A bulldozer evacuating residents in China after typhoon Lekima
Image: Reuters
Waves hit a sea wall in front of buildings in Taizhou, China
Early-warning systems and coastal defences reduced the death toll from Typhoon LekimaImage: Getty Images/AFP

'Tip of the iceberg'

The numbers compiled by the IDMC refer solely to people who flee within their country, and not refugees, who cross borders. Most of those forced from their homes by climatic changes stay in their own country, said Schwerdtle. It can be years, if not decades, before some get to go back.

Of the 5.1 million people living in displacement from disasters — which the authors describe as "just the tip of the iceberg" — there are 1.2 million Afghans who fled drought and floods over the last few years, 33,000 Haitians still displaced from an earthquake that struck in 2010, and a small number of Japanese resettled after the Fukushima disaster in 2011.

"Those people who remain displaced over a long period of time tend to be those who were already vulnerable before the disaster struck," said Bilak, adding that even in rich countries the poor are disproportionately hurt.
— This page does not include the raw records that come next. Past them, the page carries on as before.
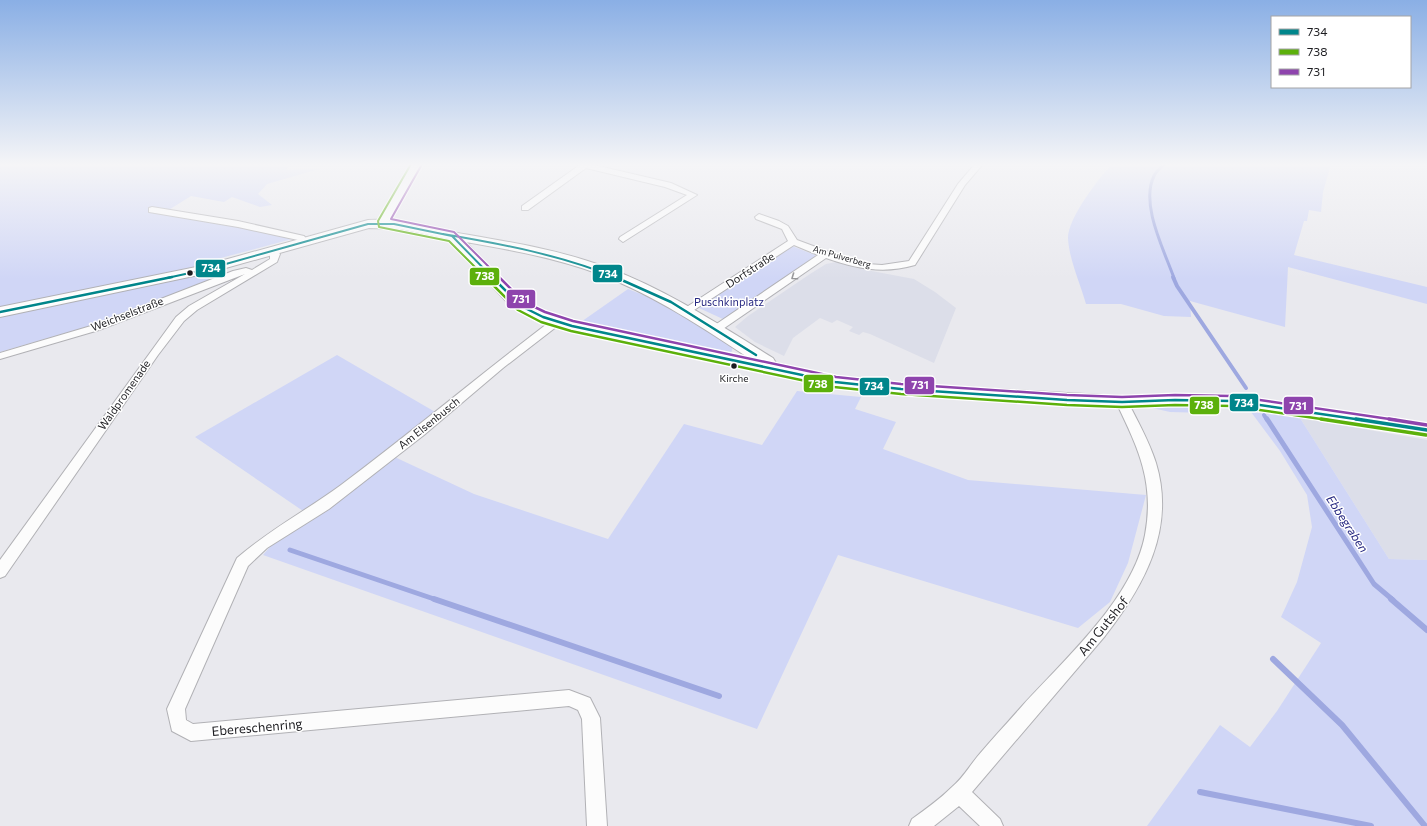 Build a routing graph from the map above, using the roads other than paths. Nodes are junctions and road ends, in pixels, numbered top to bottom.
1 (394, 203) edge
2 (532, 203) edge
3 (682, 203) edge
4 (950, 203) edge
5 (525, 208) dead end
6 (152, 210) dead end
7 (759, 217) dead end
8 (383, 222) junction
9 (452, 236) junction
10 (623, 239) dead end
11 (304, 242) junction
12 (793, 242) junction
13 (273, 251) junction
14 (826, 254) junction
15 (252, 273) junction
16 (687, 310) junction
17 (0, 312) edge
18 (556, 322) junction
19 (716, 329) junction
20 (0, 356) edge
21 (771, 366) junction
22 (1122, 402) junction
23 (1427, 430) edge
24 (299, 521) joint
25 (7, 552) edge
26 (0, 572) edge
27 (960, 793) junction
28 (597, 826) edge
29 (919, 826) edge
30 (993, 826) edge

1 - 8 street
2 - 5 street
3 - 10 street
4 - 14 street, Am Pulverberg
6 - 11 street
7 - 12 street
8 - 9 main road
8 - 11 main road
9 - 16 main road
9 - 18 main road
11 - 13 main road
12 - 14 street, Am Pulverberg
12 - 16 street, Dorfstraße
13 - 15 street, Waldpromenade
13 - 17 main road
14 -> 19 street
15 - 20 street, Weichselstraße
15 - 25 street, Waldpromenade
16 - 19 main road
18 - 21 main road
18 - 24 street, Am Elsenbusch
19 - 21 main road
21 - 22 main road
22 - 23 main road
22 - 27 street, Am Gutshof
24 - 28 street, Ebereschenring
25 - 26 street, Waldpromenade
27 - 29 street, Am Gutshof
27 - 30 street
Volunteers distributing food parcels during the lockdown in Lagos, Nigeria
The slums of megacities like Lagos are particularly vulnerable to the coronavirusImage: Reuters/T. Ade

Some seek refuge in camps, while others move to city slums to find work. In a sprawling megacity like Lagos, Nigeria, where more than half of residents live in informal settlements, cramped living quarters could make slums hotbeds of disease.

Many internally displaced people have been forced into already overcrowded areas by coronavirus lockdowns, said Rebecca Roberts, a researcher from Lagos who studies self-help strategies among internally displaced people in cities. 

"We're particularly desperate that it doesn't get into the slums, because the conditions they live in would [create] an absolute crisis if COVID-19 penetrated."